> **Exercise**
When a line in the entries below contains the word "wherever", copy that line.

> **Data supplied**
※ ※ ※
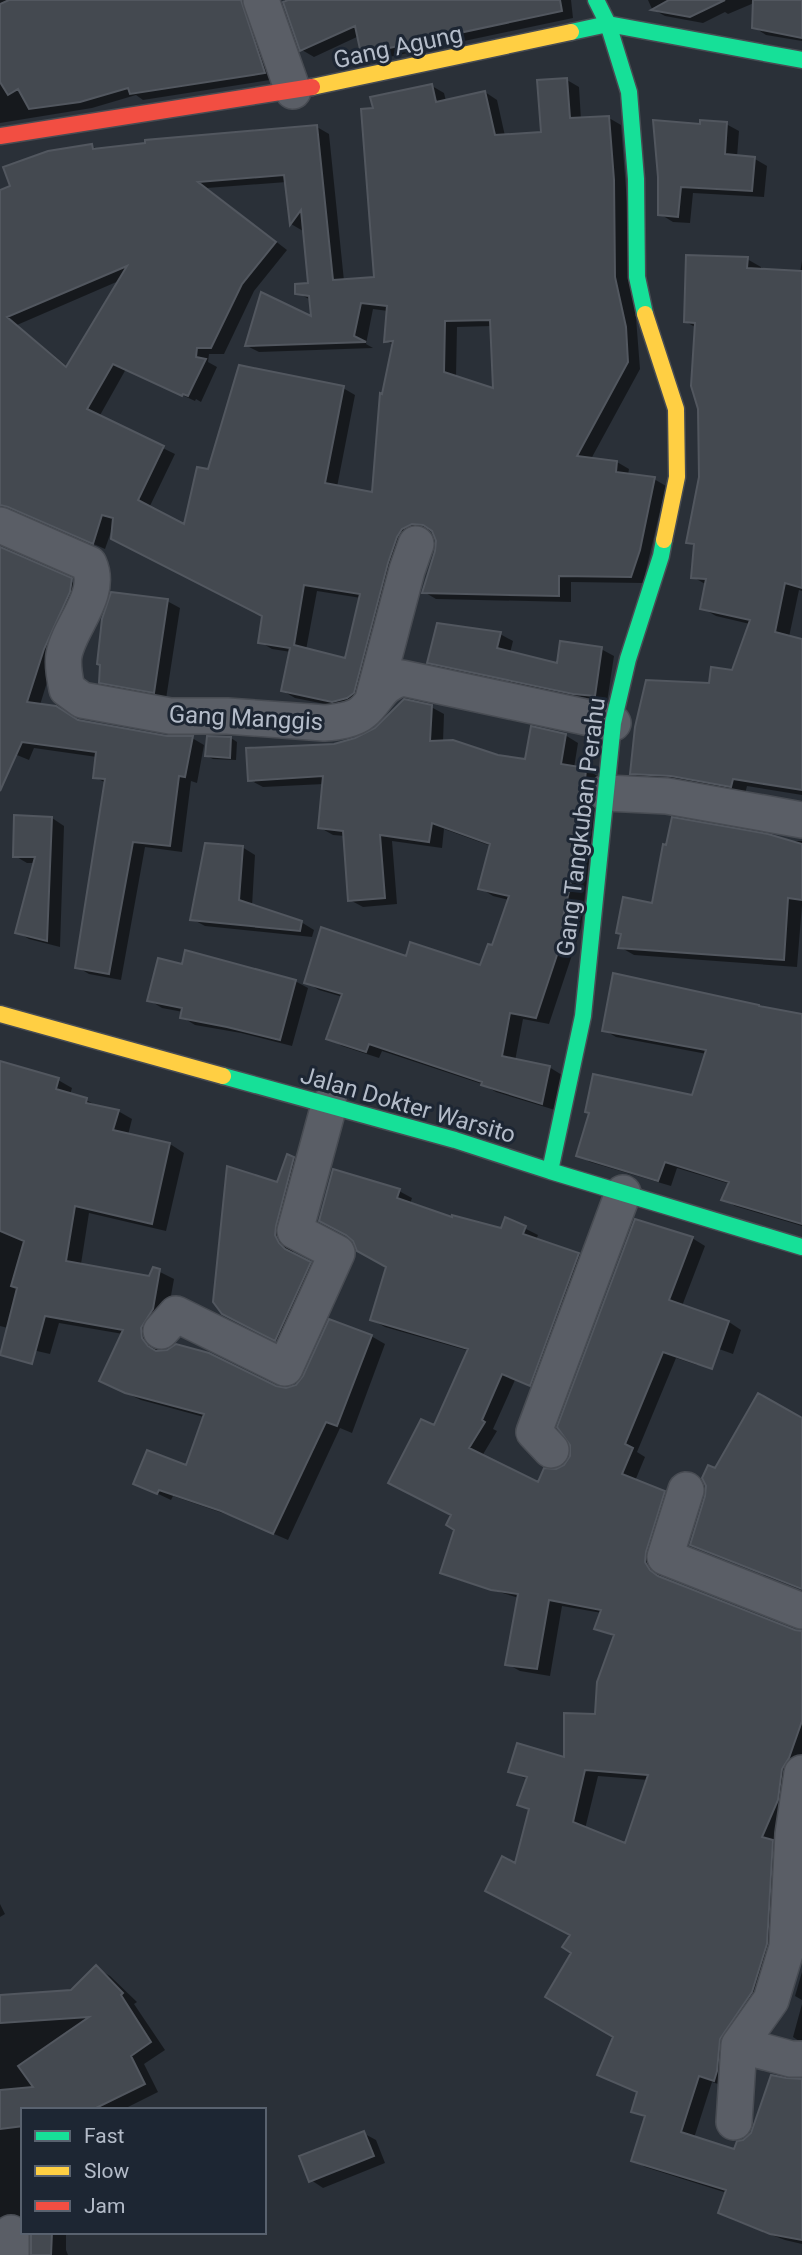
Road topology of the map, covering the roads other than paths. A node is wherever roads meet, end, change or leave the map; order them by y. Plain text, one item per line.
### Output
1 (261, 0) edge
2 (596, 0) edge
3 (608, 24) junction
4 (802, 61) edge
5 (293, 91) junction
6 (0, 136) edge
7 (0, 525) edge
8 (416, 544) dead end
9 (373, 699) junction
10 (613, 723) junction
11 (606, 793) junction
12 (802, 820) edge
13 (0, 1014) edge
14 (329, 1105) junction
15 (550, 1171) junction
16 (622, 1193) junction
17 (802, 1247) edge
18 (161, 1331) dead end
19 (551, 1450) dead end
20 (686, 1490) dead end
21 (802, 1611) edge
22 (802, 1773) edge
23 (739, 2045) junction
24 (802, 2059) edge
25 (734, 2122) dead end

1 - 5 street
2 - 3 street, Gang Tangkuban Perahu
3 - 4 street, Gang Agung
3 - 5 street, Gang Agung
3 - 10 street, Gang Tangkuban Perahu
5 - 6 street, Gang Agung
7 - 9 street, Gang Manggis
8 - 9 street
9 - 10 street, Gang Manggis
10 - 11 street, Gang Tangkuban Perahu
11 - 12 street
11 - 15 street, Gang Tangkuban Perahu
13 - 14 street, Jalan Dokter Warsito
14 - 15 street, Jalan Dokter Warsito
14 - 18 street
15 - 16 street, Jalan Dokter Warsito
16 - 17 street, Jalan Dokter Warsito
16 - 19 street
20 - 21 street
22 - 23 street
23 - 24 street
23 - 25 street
※ ※ ※
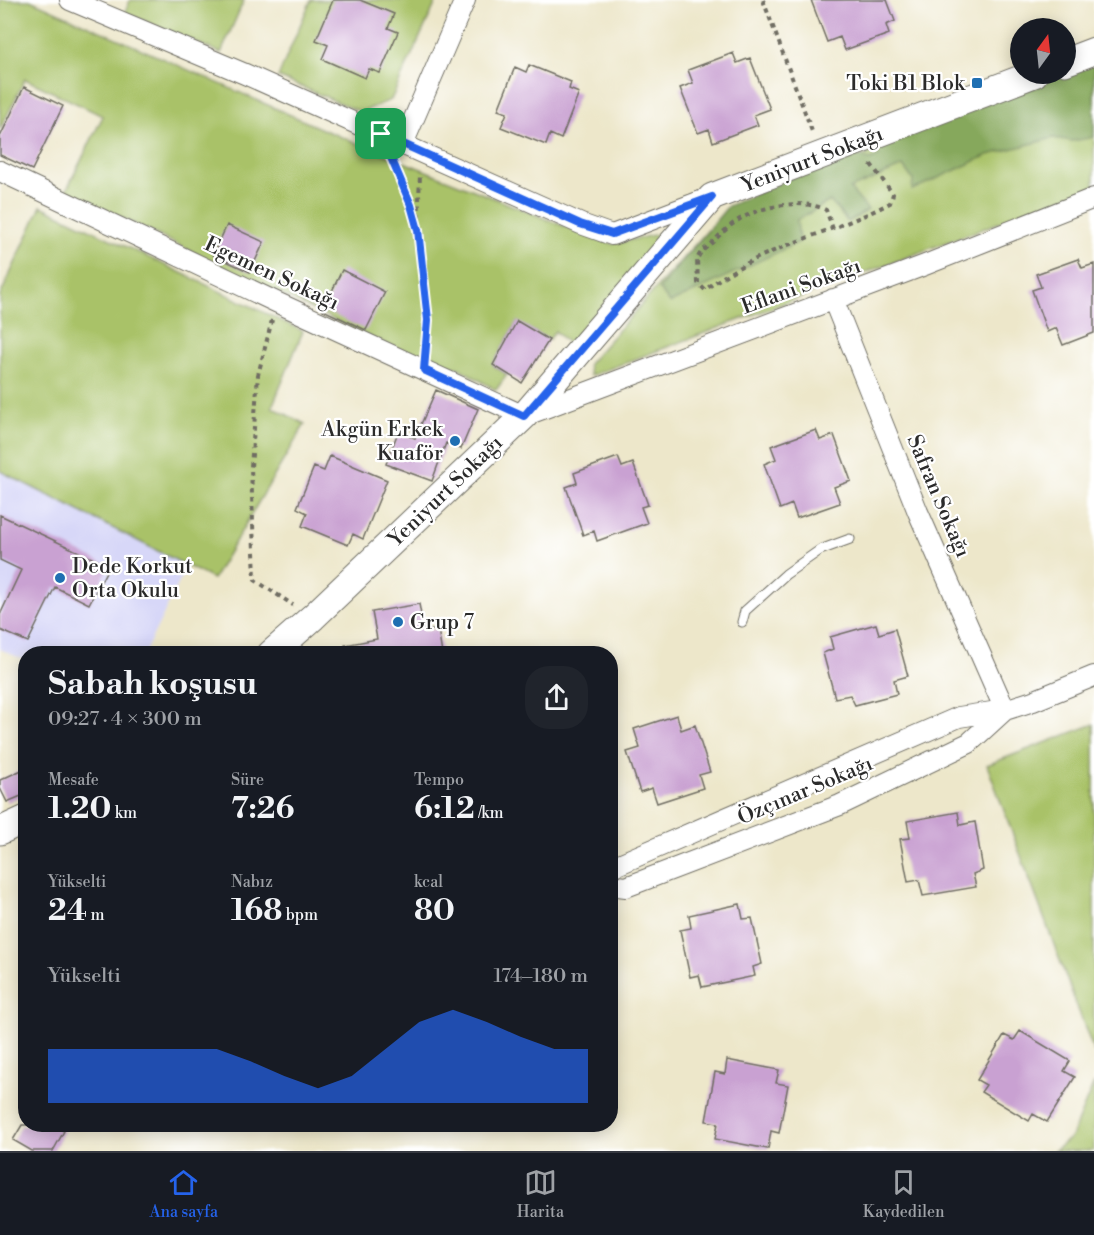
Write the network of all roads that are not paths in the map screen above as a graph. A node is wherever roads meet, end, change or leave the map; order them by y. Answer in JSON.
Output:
※ ※ ※
> **Exercise output**
Road topology of the map, covering the roads other than paths. A node is wherever roads meet, end, change or leave the map; order them by y. Plain text, one item per line.
Write the network of all roads that are not paths in the map screen above as a graph. A node is wherever roads meet, end, change or leave the map; order them by y. Answer in JSON.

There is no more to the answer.